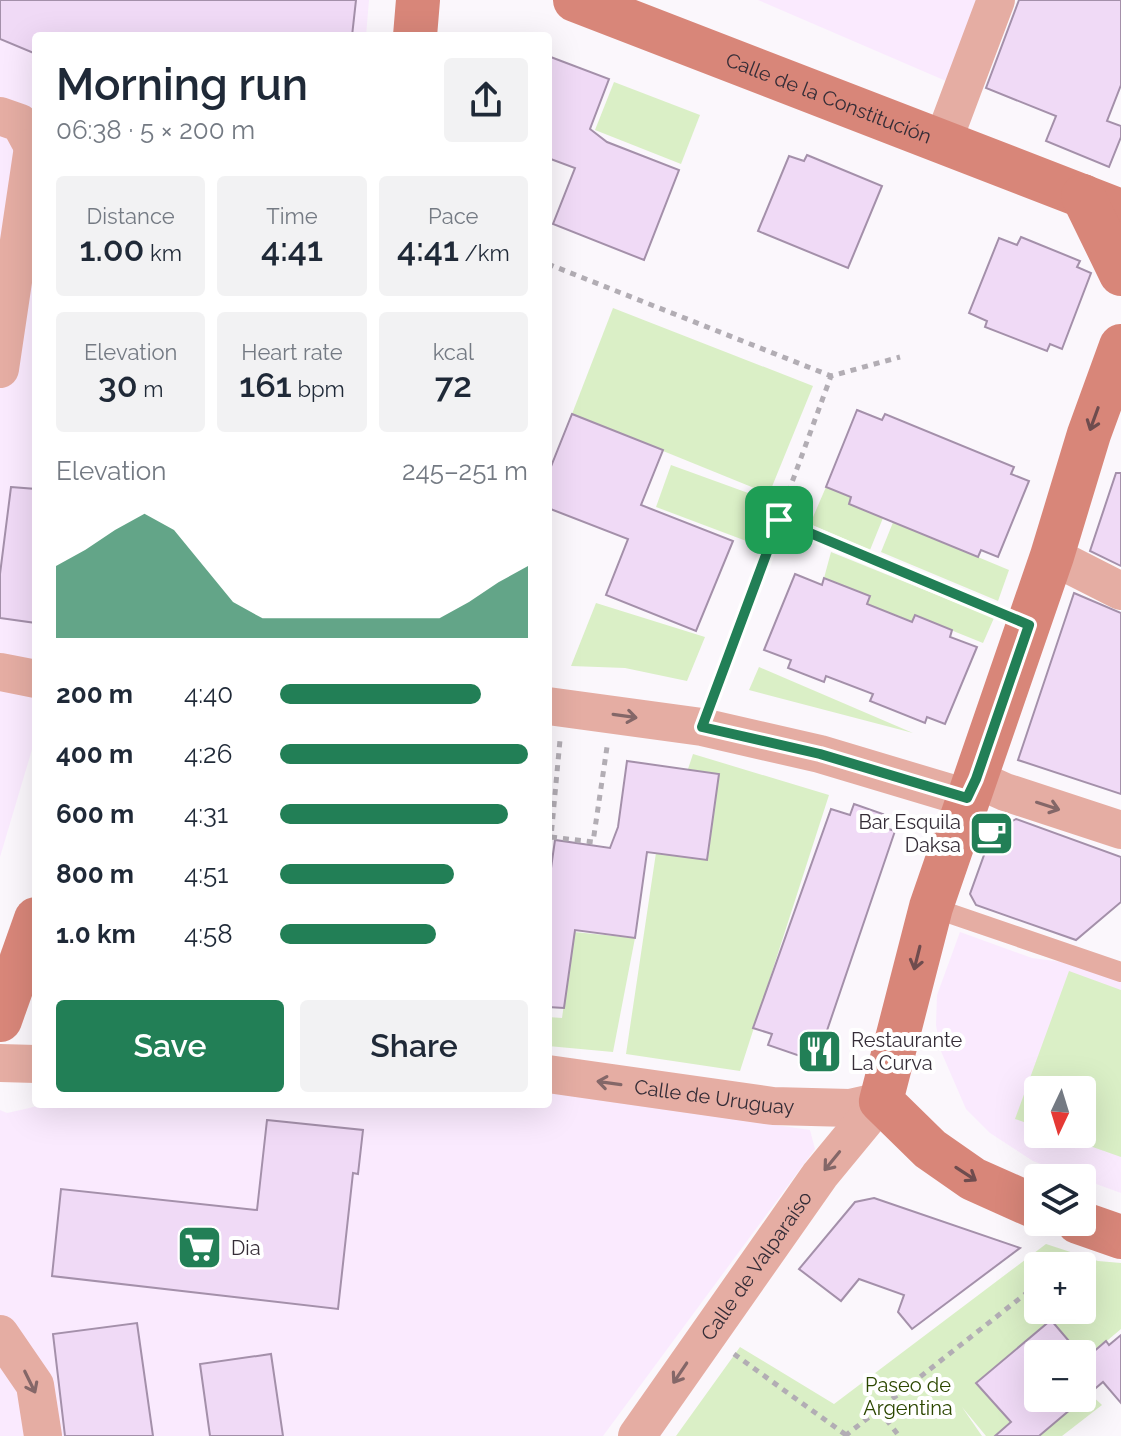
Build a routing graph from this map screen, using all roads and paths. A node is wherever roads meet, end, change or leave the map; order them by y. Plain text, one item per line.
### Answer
1 (418, 0) edge
2 (575, 0) edge
3 (996, 0) edge
4 (415, 32) edge
5 (0, 116) edge
6 (943, 141) junction
7 (32, 144) edge
8 (32, 160) edge
9 (1102, 203) edge
10 (552, 266) edge
11 (1121, 274) edge
12 (1121, 346) edge
13 (900, 357) dead end
14 (0, 369) edge
15 (831, 376) junction
16 (779, 520) junction
17 (1052, 556) junction
18 (1121, 591) edge
19 (1029, 625) junction
20 (0, 672) edge
21 (32, 678) edge
22 (555, 706) edge
23 (611, 714) junction
24 (702, 727) junction
25 (552, 772) edge
26 (972, 788) junction
27 (1121, 830) edge
28 (552, 839) edge
29 (931, 907) junction
30 (32, 930) edge
31 (1121, 972) edge
32 (0, 1020) edge
33 (0, 1063) edge
34 (32, 1064) edge
35 (552, 1075) edge
36 (881, 1101) junction
37 (1024, 1202) edge
38 (1096, 1228) edge
39 (1121, 1237) edge
40 (1024, 1295) edge
41 (0, 1334) edge
42 (706, 1335) junction
43 (879, 1410) junction
44 (43, 1436) edge
45 (637, 1436) edge
46 (846, 1436) edge
47 (899, 1436) edge

1 - 4 main road
2 - 6 main road, Calle de la Constitución
3 - 6 street
5 - 7 street
6 - 9 main road, Calle de la Constitución
8 - 14 street
9 - 11 main road, Calle de la Constitución
10 - 15 path
12 -> 17 main road
13 - 15 path
15 - 16 path
16 - 19 path
16 - 24 path
17 - 18 street
17 - 19 main road
19 - 26 main road
20 - 21 street
22 - 23 street
22 - 25 path
23 -> 24 street
23 - 28 path
24 - 26 street
26 -> 27 street
26 - 29 main road
29 - 31 lane
29 -> 36 main road
30 - 32 main road
33 - 34 street
36 -> 35 street, Calle de Uruguay
36 -> 37 main road
36 -> 42 street, Calle de Valparaíso
38 - 39 main road
40 - 43 path
41 -> 44 street
42 -> 45 street, Calle de Valparaíso
42 - 46 path
43 - 46 path
43 - 47 path

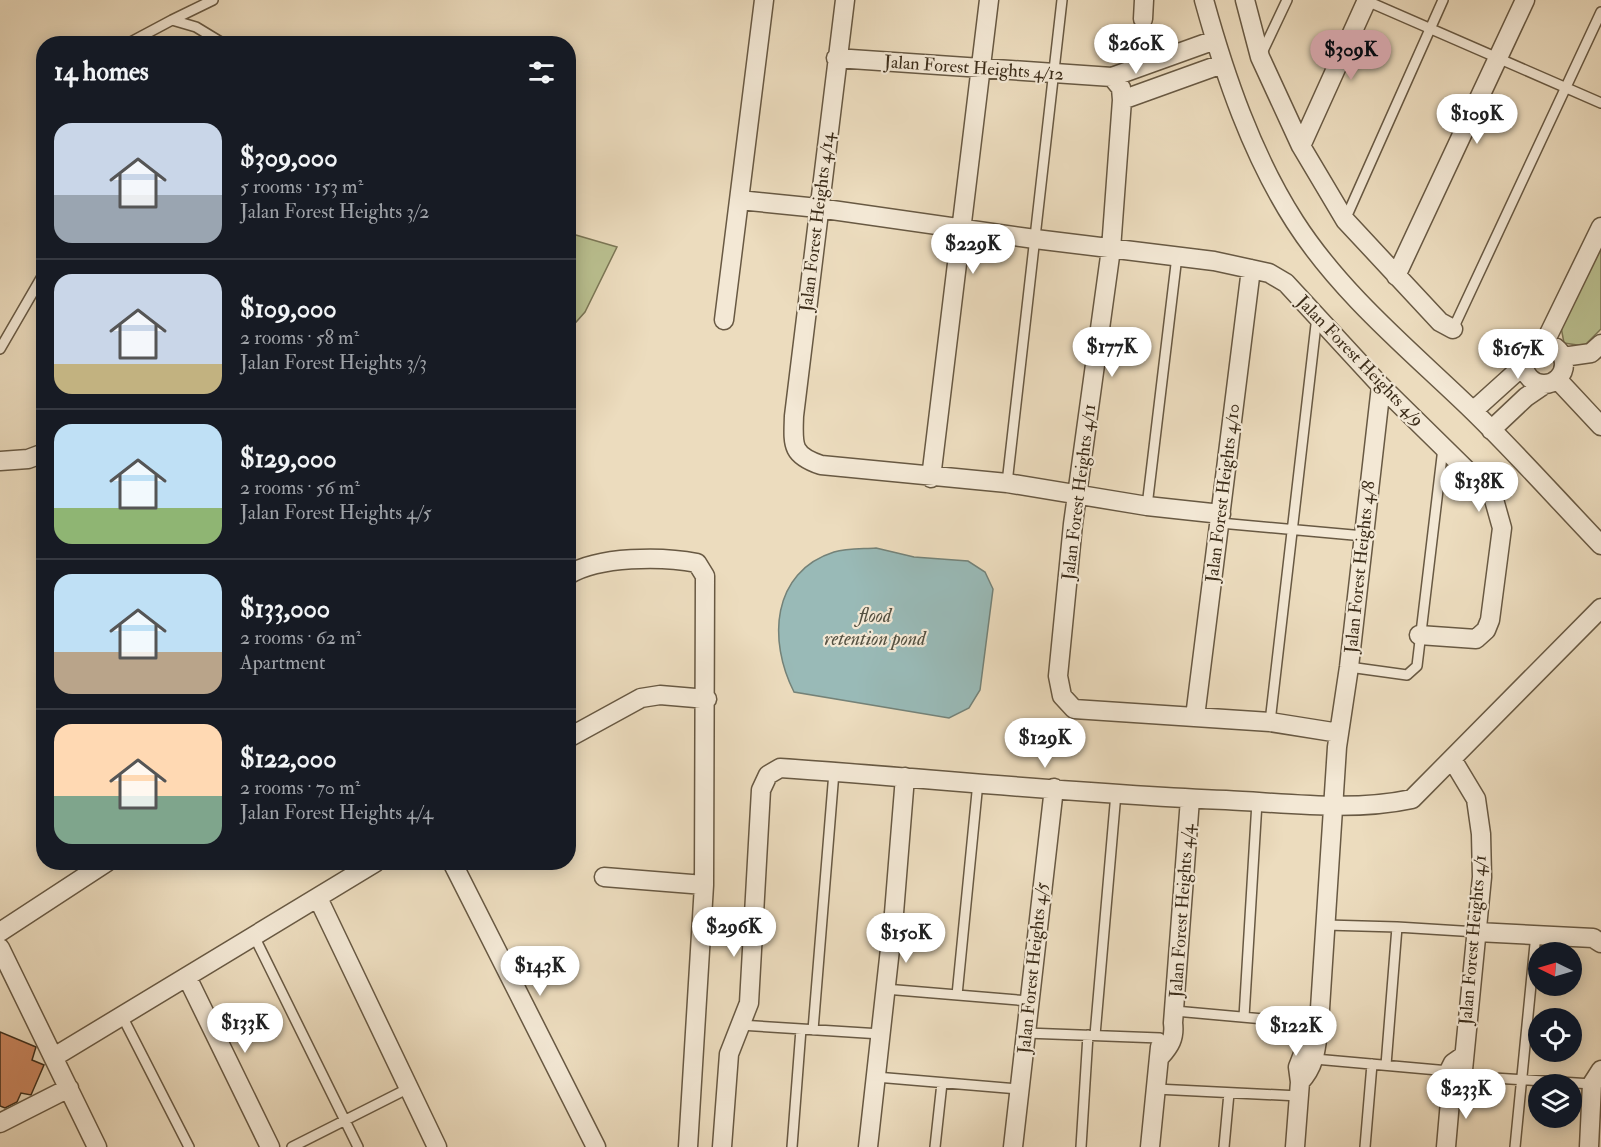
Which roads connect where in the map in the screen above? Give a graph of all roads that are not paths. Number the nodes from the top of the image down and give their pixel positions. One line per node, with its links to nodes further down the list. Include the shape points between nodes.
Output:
1 (213, 0): 15 (lane)
2 (764, 0): 31 (street)
3 (845, 0): 21 (street, Jalan Forest Heights 4/14)
4 (989, 0): 24 (street)
5 (1062, 0): 25 (lane)
6 (1144, 0): 14 (street)
7 (1204, 0): 19 (street)
8 (1245, 0): 20 (street)
9 (1287, 0): 20 (lane)
10 (1367, 0): 16 (lane); 30 (street)
11 (1443, 0): 16 (lane)
12 (1525, 0): 22 (street)
13 (1601, 12): 27 (lane)
14 (1143, 19)
15 (172, 20): 17 (lane); 18 (lane)
16 (1430, 28): 22 (lane); 33 (lane)
17 (142, 36)
18 (211, 36)
19 (1215, 40): 23 (street); 26 (street)
20 (1260, 57): 30 (street)
21 (836, 58): 24 (street, Jalan Forest Heights 4/12); 32 (street, Jalan Forest Heights 4/14)
22 (1498, 58): 27 (lane); 40 (street)
23 (1222, 64): 28 (street); 52 (street, via 1277,192 1296,224 1372,315)
24 (979, 69): 25 (street, Jalan Forest Heights 4/12); 35 (street)
25 (1053, 74): 26 (street, Jalan Forest Heights 4/12); 36 (lane)
26 (1112, 77): 28 (street, Jalan Forest Heights 4/11)
27 (1566, 88): 29 (lane); 44 (lane)
28 (1122, 100): 37 (street, Jalan Forest Heights 4/11)
29 (1601, 103)
30 (1301, 146): 33 (street)
31 (739, 200): 32 (street, Jalan Forest Heights 4/9); 43 (street)
32 (818, 208): 35 (street, Jalan Forest Heights 4/9); 58 (street, Jalan Forest Heights 4/14, via 793,444 806,460 822,465)
33 (1345, 220): 40 (street)
34 (1601, 227): 45 (street)
35 (961, 229): 36 (street, Jalan Forest Heights 4/9); 58 (street)
36 (1035, 239): 37 (street, Jalan Forest Heights 4/9); 59 (lane)
37 (1111, 249): 38 (street, Jalan Forest Heights 4/9); 60 (street, Jalan Forest Heights 4/11)
38 (1177, 256): 39 (street, Jalan Forest Heights 4/9); 61 (lane)
39 (1251, 269): 42 (street, Jalan Forest Heights 4/9, via 1269,273 1286,284); 62 (street, Jalan Forest Heights 4/10)
40 (1396, 276): 44 (street, via 1440,322)
41 (36, 287): 47 (lane)
42 (1317, 316): 51 (street, Jalan Forest Heights 4/9); 63 (lane)
43 (724, 320)
44 (1453, 329)
45 (1544, 344): 48 (street); 49 (street, via 1532,348)
46 (1601, 344): 48 (street, via 1591,353)
47 (0, 349)
48 (1563, 357): 50 (street, via 1563,369)
49 (1524, 365): 50 (street, via 1533,381); 52 (street)
50 (1551, 382): 53 (street); 54 (street, via 1526,397)
51 (1381, 386): 55 (street, Jalan Forest Heights 4/9); 64 (street, Jalan Forest Heights 4/8)
52 (1473, 411): 54 (street)
53 (1601, 426)
54 (1491, 430): 65 (street)
55 (1443, 446): 68 (lane); 68 (street, Jalan Forest Heights 4/9, via 1493,496 1502,528 1486,630 1476,639)
56 (36, 456): 57 (street)
57 (0, 461)
58 (931, 478): 59 (street)
59 (1007, 483): 60 (street)
60 (1078, 495): 61 (street); 71 (street, Jalan Forest Heights 4/11, via 1058,676 1062,696 1074,709)
61 (1147, 506): 62 (street)
62 (1220, 519): 63 (lane); 71 (street, Jalan Forest Heights 4/10)
63 (1290, 530): 64 (lane); 72 (lane)
64 (1364, 536): 69 (street, Jalan Forest Heights 4/8)
65 (1601, 545)
66 (576, 572): 70 (street, via 607,562 678,559 697,563 705,576)
67 (1601, 608): 75 (street)
68 (1419, 635): 69 (lane, via 1417,666 1407,675)
69 (1349, 667): 74 (street, Jalan Forest Heights 4/8)
70 (707, 699): 73 (street, via 660,695 641,698); 88 (street)
71 (1195, 717): 72 (street)
72 (1270, 722): 74 (street)
73 (576, 734)
74 (1338, 740): 83 (street, Jalan Forest Heights 4/8)
75 (1452, 759): 83 (street, via 1412,799); 93 (street, Jalan Forest Heights 4/1, via 1476,799 1478,810 1482,877)
76 (834, 772): 77 (street); 105 (street, via 780,768 768,775 761,790 749,1003); 107 (lane)
77 (905, 777): 78 (street); 99 (street)
78 (978, 782): 79 (street); 100 (lane)
79 (1054, 788): 80 (street); 101 (street, Jalan Forest Heights 4/5)
80 (1116, 793): 81 (street); 110 (lane)
81 (1190, 799): 82 (street); 103 (street, Jalan Forest Heights 4/4)
82 (1257, 802): 83 (street); 104 (lane)
83 (1333, 805): 90 (street, Jalan Forest Heights 4/8)
84 (94, 870): 92 (street)
85 (363, 870): 89 (street)
86 (456, 870): 136 (street)
87 (604, 877): 88 (street)
88 (704, 885): 137 (street)
89 (318, 898): 95 (street); 122 (street)
90 (1326, 925): 91 (lane); 112 (street, Jalan Forest Heights 4/8)
91 (1397, 927): 93 (lane); 116 (lane)
92 (0, 932)
93 (1477, 932): 94 (street); 118 (street, Jalan Forest Heights 4/1, via 1463,1056)
94 (1536, 934): 96 (street, via 1593,938); 119 (lane)
95 (254, 936): 98 (street); 128 (lane)
96 (1601, 943)
97 (0, 948): 113 (street)
98 (187, 977): 102 (street); 132 (street)
99 (885, 989): 100 (lane); 109 (street)
100 (957, 995): 101 (lane)
101 (1029, 1001): 108 (street, Jalan Forest Heights 4/5)
102 (122, 1016): 113 (street); 131 (lane)
103 (1174, 1017): 104 (lane); 111 (street, Jalan Forest Heights 4/4); 114 (street, Jalan Forest Heights 4/4, via 1173,1039)
104 (1244, 1017): 112 (lane)
105 (740, 1024): 106 (lane); 138 (street, via 729,1054)
106 (801, 1029): 107 (lane); 139 (lane)
107 (813, 1030): 109 (lane)
108 (1026, 1033): 110 (lane); 123 (street, Jalan Forest Heights 4/5)
109 (881, 1034): 117 (street)
110 (1092, 1035): 111 (lane); 143 (lane)
111 (1160, 1038): 114 (street, Jalan Forest Heights 4/4)
112 (1317, 1041): 115 (lane); 125 (street, via 1303,1054 1298,1067)
113 (54, 1057): 121 (street)
114 (1160, 1057): 124 (street, Jalan Forest Heights 4/4)
115 (1372, 1064): 116 (lane); 147 (lane)
116 (1386, 1065): 118 (lane)
117 (876, 1077): 120 (lane); 140 (street)
118 (1454, 1079): 119 (lane); 148 (street, Jalan Forest Heights 4/1)
119 (1520, 1080): 126 (lane); 149 (lane)
120 (942, 1083): 123 (lane); 141 (lane)
121 (69, 1088): 129 (street); 130 (street)
122 (409, 1088): 128 (lane); 135 (street)
123 (1019, 1089): 142 (street, Jalan Forest Heights 4/5)
124 (1156, 1089): 127 (lane); 144 (street, Jalan Forest Heights 4/4)
125 (1299, 1089): 127 (lane); 146 (street)
126 (1597, 1089): 150 (street)
127 (1229, 1093): 145 (lane)
128 (345, 1120): 133 (lane); 134 (lane)
129 (0, 1123)
130 (94, 1146)
131 (189, 1147)
132 (270, 1147)
133 (292, 1147)
134 (358, 1147)
135 (437, 1147)
136 (596, 1147)
137 (688, 1147)
138 (722, 1147)
139 (792, 1147)
140 (868, 1147)
141 (935, 1147)
142 (1013, 1147)
143 (1081, 1147)
144 (1150, 1147)
145 (1224, 1147)
146 (1295, 1147)
147 (1365, 1147)
148 (1446, 1147)
149 (1515, 1147)
150 (1589, 1147)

----

--- WORK ITEM ---
Would you return all lines from the preceding listing that contain the word "junction"?

--- YOUR RESPONSE ---
6 (943, 141) junction
15 (831, 376) junction
16 (779, 520) junction
17 (1052, 556) junction
19 (1029, 625) junction
23 (611, 714) junction
24 (702, 727) junction
26 (972, 788) junction
29 (931, 907) junction
36 (881, 1101) junction
42 (706, 1335) junction
43 (879, 1410) junction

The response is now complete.